RECORD SET.
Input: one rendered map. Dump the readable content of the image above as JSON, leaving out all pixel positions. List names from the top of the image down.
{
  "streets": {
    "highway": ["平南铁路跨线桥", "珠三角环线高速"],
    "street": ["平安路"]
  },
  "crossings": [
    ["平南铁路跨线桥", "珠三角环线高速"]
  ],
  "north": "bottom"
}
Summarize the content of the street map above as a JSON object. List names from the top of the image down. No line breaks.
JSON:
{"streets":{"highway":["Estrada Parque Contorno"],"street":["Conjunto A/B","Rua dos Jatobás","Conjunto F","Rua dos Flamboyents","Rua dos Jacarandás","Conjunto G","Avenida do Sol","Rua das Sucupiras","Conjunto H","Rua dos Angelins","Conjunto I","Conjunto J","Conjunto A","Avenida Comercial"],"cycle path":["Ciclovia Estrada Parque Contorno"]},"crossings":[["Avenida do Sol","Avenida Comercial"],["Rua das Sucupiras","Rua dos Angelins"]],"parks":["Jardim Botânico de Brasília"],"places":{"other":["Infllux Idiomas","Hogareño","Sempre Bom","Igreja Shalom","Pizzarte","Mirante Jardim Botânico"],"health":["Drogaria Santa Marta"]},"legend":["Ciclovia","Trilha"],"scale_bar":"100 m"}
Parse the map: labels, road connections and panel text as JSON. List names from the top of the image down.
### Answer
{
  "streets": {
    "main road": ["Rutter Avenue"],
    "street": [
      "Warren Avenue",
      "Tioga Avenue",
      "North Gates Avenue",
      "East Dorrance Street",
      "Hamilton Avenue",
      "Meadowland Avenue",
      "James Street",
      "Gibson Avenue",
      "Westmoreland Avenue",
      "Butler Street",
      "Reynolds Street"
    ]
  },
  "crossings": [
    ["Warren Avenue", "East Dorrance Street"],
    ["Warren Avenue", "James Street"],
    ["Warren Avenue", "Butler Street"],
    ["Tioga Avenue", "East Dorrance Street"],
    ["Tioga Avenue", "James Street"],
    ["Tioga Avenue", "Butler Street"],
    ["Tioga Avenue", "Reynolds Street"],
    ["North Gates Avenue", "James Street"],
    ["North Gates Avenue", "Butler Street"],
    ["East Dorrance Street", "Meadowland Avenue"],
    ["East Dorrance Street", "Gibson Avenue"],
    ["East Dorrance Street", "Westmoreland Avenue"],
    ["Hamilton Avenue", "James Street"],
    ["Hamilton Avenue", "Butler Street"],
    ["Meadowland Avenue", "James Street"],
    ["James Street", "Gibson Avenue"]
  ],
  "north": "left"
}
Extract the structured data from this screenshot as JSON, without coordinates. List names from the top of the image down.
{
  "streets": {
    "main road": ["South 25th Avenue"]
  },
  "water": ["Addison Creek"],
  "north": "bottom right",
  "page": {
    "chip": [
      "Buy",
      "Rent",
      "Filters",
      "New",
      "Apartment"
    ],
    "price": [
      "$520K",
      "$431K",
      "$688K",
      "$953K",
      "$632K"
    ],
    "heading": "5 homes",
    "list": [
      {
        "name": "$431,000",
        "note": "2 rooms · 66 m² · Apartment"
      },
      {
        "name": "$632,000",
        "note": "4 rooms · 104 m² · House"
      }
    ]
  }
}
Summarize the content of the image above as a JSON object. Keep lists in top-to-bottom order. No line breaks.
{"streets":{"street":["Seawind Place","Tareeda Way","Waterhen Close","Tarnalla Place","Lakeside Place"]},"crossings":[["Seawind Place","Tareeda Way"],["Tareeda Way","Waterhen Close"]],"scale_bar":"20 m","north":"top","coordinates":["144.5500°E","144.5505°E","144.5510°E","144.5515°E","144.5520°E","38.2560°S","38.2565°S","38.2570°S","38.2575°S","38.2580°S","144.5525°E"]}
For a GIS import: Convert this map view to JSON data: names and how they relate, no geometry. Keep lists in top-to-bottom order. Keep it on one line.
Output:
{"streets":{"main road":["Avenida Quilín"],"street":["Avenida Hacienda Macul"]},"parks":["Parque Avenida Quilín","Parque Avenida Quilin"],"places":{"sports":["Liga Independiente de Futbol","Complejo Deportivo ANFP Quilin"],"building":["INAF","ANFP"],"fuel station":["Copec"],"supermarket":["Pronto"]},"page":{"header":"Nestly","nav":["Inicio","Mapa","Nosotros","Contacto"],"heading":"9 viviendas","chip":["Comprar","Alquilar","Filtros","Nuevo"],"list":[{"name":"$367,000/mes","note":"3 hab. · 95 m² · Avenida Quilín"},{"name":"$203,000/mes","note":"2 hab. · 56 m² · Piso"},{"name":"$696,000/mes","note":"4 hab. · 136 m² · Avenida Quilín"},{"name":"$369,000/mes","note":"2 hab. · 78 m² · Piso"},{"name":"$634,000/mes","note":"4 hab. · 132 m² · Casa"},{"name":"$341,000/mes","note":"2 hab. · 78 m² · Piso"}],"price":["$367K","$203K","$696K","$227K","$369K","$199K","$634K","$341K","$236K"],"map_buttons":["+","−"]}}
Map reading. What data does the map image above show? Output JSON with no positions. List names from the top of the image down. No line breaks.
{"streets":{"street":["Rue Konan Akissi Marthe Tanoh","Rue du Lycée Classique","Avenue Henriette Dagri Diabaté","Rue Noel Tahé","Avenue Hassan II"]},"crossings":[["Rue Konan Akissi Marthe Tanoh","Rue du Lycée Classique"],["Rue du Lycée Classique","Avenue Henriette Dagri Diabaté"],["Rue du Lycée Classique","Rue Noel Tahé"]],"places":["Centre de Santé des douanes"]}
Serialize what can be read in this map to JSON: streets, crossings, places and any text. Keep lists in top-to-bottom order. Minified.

WORK INSTRUCTION.
Copy whichever lines in the listing above contain the word "text".

RESPONSE TO THIS TASK.
Parse the map: labels, road connections and panel text as JSON. List names from the top of the image down.
Serialize what can be read in this map to JSON: streets, crossings, places and any text. Keep lists in top-to-bottom order. Minified.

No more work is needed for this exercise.